As etapas mostradas nos vídeos parecem tão grandes e complicadas que nem de longe lembram o design de fases genial dos mundos da franquia clássica. Vejo um festival de molas e caminhos que parecem se multiplicar enquanto observamos Sonic passar acelerado por um monte de bifurcações, subidas e decidas que mais parecem um labirinto e que não combinam com o que deveria ser uma fase inicial de um game desta franquia: caminhos rápidos, passagens secretas, pulos gigantes que revelam plataformas inalcançáveis…
Será que a Sega não estaria errando novamente ao tentar deixar este Sonic mais complicado, mais grandioso, mais difícil? Será que o caminho para o sucesso deste título não estaria sim na simplicidade, assim como a Capcom mostrou com os seus Megamans 9 e 10? Eu me pergunto sempre que vejo algo sobre este game se o melhor caminho para ele não seria o de trazer a série ao que era antes do 3D mas não só na aparência, como a Sega está fazendo parecer com este título, mas sim em sua alma, que possuía aquela simplicidade cativante e viciante que eu presenciei ao jogar novamente Sonic the Hedgehog nas minhas férias passadas.
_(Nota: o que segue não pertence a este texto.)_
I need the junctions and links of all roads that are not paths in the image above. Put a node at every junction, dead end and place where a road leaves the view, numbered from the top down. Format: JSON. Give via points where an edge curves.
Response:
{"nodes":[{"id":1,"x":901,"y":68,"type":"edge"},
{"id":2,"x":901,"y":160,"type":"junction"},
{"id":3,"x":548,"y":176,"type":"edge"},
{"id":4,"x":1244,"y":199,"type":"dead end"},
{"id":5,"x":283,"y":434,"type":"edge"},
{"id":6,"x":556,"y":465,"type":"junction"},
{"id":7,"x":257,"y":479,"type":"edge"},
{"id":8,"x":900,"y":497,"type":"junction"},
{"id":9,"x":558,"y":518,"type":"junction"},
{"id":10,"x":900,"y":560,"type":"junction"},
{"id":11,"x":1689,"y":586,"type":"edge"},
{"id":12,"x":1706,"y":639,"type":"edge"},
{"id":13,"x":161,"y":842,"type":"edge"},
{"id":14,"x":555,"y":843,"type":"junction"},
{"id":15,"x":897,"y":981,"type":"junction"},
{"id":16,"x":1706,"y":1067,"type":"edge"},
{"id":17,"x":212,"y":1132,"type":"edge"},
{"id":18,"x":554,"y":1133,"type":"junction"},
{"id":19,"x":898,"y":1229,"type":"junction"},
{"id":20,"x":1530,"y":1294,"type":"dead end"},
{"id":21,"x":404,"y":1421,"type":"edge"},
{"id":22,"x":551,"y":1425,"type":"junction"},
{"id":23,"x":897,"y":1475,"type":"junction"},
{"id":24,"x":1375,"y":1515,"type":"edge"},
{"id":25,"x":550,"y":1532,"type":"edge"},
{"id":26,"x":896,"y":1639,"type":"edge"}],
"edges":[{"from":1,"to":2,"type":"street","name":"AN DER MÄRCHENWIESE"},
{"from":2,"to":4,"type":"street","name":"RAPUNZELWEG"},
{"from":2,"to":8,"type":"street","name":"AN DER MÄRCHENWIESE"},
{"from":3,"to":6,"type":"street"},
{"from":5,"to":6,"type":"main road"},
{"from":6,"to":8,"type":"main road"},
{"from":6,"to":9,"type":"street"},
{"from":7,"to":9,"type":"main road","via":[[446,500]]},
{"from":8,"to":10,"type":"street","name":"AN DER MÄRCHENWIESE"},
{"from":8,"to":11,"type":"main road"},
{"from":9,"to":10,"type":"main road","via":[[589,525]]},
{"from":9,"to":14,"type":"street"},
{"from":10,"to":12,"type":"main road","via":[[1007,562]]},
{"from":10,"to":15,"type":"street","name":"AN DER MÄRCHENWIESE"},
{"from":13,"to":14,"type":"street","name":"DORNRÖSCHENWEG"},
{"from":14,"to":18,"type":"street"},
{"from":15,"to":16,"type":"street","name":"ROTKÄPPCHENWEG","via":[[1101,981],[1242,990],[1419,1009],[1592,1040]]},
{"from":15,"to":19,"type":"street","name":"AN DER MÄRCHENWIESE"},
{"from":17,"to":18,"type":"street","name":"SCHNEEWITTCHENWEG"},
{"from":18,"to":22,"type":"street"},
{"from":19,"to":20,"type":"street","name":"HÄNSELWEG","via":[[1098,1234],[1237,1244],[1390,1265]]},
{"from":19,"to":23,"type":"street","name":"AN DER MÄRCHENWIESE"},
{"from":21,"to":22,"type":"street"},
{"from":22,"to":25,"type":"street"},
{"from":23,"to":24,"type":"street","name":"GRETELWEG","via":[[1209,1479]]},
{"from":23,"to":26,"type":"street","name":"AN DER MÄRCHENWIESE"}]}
Até o momento para mim, o que vejo em Sonic 4 nada mais é do que uma adaptação para o 2D dos games de aventura 3D do ouriço, e não uma continuação daquelas maravilhas que joguei na adolescência em meio à guerra entre Nintendo e Sega. Tempo para que providências sejam tomadas quanto a tudo isso, existe de sobra. O problema é que não existe mais tempo para que a Sega reencontre a criatividade e a originalidade que foram perdidas com o passar das gerações, pois penso que só assim ela conseguiria se reerguer e voltar ao lugar de onde nunca deveria ter saído: a de verdadeira rival da Big N.
Só me resta ficar torcendo para que este game seja um grande sucesso, e que minhas impressões não se tornem realidade após o lançamento do título, pois o ouriço azul mais rápido do universo merece uma nova chance de figurar, mais uma vez, entre os grandes.